What is especially nice about the Halifax protocol, adds Dr. Rosen-Bronson, is that adoption is fairly painless.

“The beauty of it is, it’s not a different instrument,” she says. “It’s the same reagents, the same number of well plates. It’s just adjustments to the incubation time and temperature, centrifuges, and things like that.”

This kind of assay-optimization work is important, yet often goes undone, Dr. Rosen-Bronson says.

“In a clinical lab setting, most labs don’t have the time to do those optimization studies. They don’t have the time and the manpower to tweak all those assays,” she says.
That was the situation for Leslie Husbands, CHT(ABHI), and her colleagues at the Oklahoma University Medical Center HLA lab.

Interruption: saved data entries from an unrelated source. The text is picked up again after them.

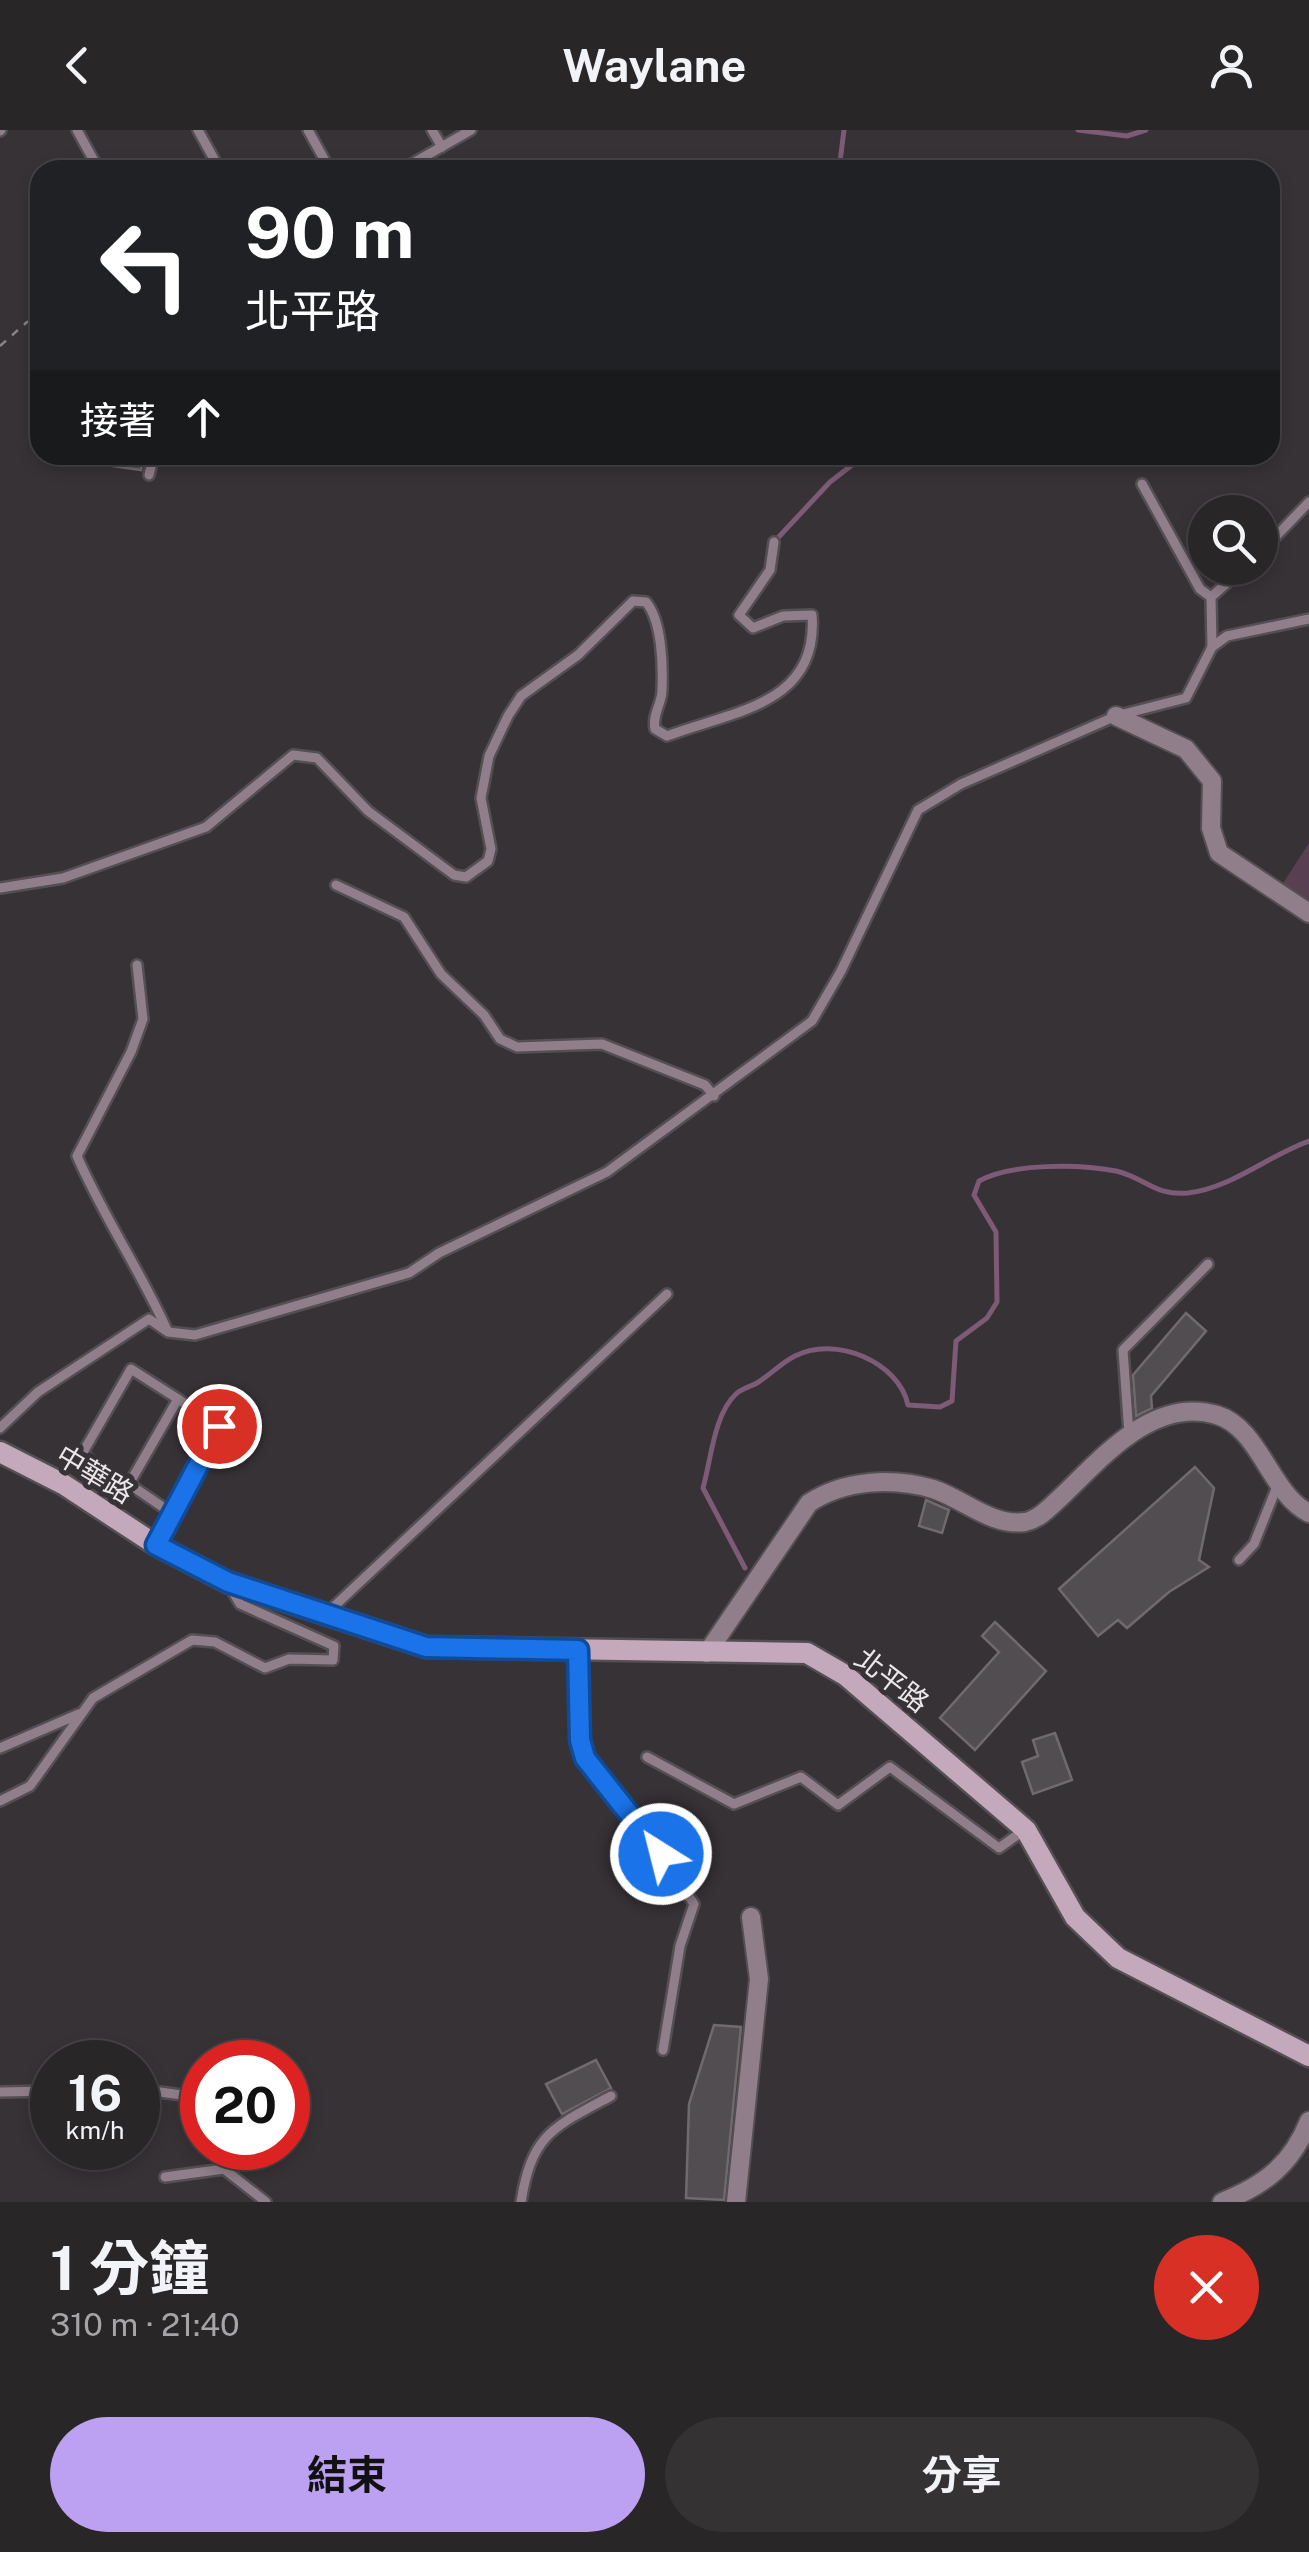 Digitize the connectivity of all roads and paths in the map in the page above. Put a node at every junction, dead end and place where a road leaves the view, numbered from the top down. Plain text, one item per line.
1 (77, 130) edge
2 (198, 130) edge
3 (308, 130) edge
4 (432, 130) edge
5 (471, 130) edge
6 (442, 148) junction
7 (94, 160) edge
8 (214, 160) edge
9 (324, 160) edge
10 (420, 160) edge
11 (30, 322) edge
12 (0, 346) edge
13 (152, 465) edge
14 (149, 475) dead end
15 (1142, 484) dead end
16 (1309, 502) edge
17 (1278, 534) edge
18 (774, 542) dead end
19 (1225, 585) edge
20 (1211, 597) junction
21 (1309, 618) edge
22 (1212, 647) junction
23 (1116, 716) junction
24 (336, 884) dead end
25 (0, 888) edge
26 (1309, 913) edge
27 (137, 965) dead end
28 (714, 1096) junction
29 (1208, 1264) dead end
30 (668, 1294) dead end
31 (168, 1332) junction
32 (178, 1399) junction
33 (0, 1428) edge
34 (1129, 1434) junction
35 (0, 1452) edge
36 (1279, 1480) junction
37 (129, 1484) junction
38 (173, 1514) junction
39 (1309, 1514) edge
40 (156, 1545) junction
41 (1239, 1560) dead end
42 (228, 1582) junction
43 (324, 1616) junction
44 (578, 1650) junction
45 (707, 1653) junction
46 (82, 1712) junction
47 (0, 1748) edge
48 (647, 1757) dead end
49 (0, 1801) edge
50 (1026, 1830) junction
51 (751, 1917) dead end
52 (663, 2050) dead end
53 (1309, 2056) edge
54 (30, 2091) edge
55 (0, 2092) edge
56 (611, 2096) dead end
57 (1307, 2135) edge
58 (217, 2170) edge
59 (225, 2170) edge
60 (165, 2178) dead end
61 (266, 2202) edge
62 (522, 2202) edge
63 (736, 2202) edge
64 (1222, 2202) edge

1 - 7 lane
2 - 8 lane
3 - 9 lane
4 - 6 lane
5 - 6 lane
6 - 10 lane
11 - 12 path
13 - 14 lane
15 - 20 lane
16 - 17 lane
18 - 25 lane
19 - 20 lane
20 - 22 lane
21 - 22 lane
22 - 23 lane
23 - 26 street
23 - 28 lane
24 - 28 lane
27 - 31 lane
28 - 31 lane
29 - 34 lane
30 - 43 lane
31 - 33 lane
32 - 37 lane
32 - 37 lane
32 - 38 lane
34 - 36 street
34 - 45 street
35 - 40 street, 中華路
36 - 39 street
36 - 41 lane
37 - 38 lane
38 - 40 lane
40 - 42 street, 中華路
42 - 43 street, 中華路
42 - 46 lane
43 - 44 street, 北平路
44 - 45 street, 北平路
44 - 52 lane
45 - 50 street, 北平路
46 - 47 lane
46 - 49 lane
48 - 50 lane
50 - 53 street, 北平路
51 - 63 street
54 - 55 lane
56 - 62 lane
57 - 64 street
58 - 60 lane
59 - 61 lane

“We’d had our flow validation done for years,” Husbands says. “It worked, and we were so overwhelmed with all the other stuff we needed to do that we didn’t have time to bring on and do the validation for the new protocol. It’s just one of those things we never got to.”

In April 2013, Husbands signed on as group lead technologist at Diagnostic Laboratory of Oklahoma, a joint venture between Quest Diagnostics and Integris Health. With a new lab came the opportunity to start from scratch in many areas, including the optimized flow crossmatch.

“We didn’t want to do everything the same. We wanted to do it better and faster,” Husbands says. The Halifax protocol is a “huge timesaver,” she adds. The lab’s HLA testing section is not yet open, but the plan, Husbands says, is to use the optimized flow crossmatch.

“It’s going to be our gold standard,” she says.

The Halifax protocol is likely to be particularly attractive to higher-volume HLA labs, Georgetown’s Dr. Rosen-Bronson says.

“The big labs especially should like this protocol, because they’re running a lot of crossmatches every day,” she says. “It’s convenient for them. It’s those busy labs that should definitely adopt this protocol.”

Kevin B. O’Reilly is CAP TODAY senior editor.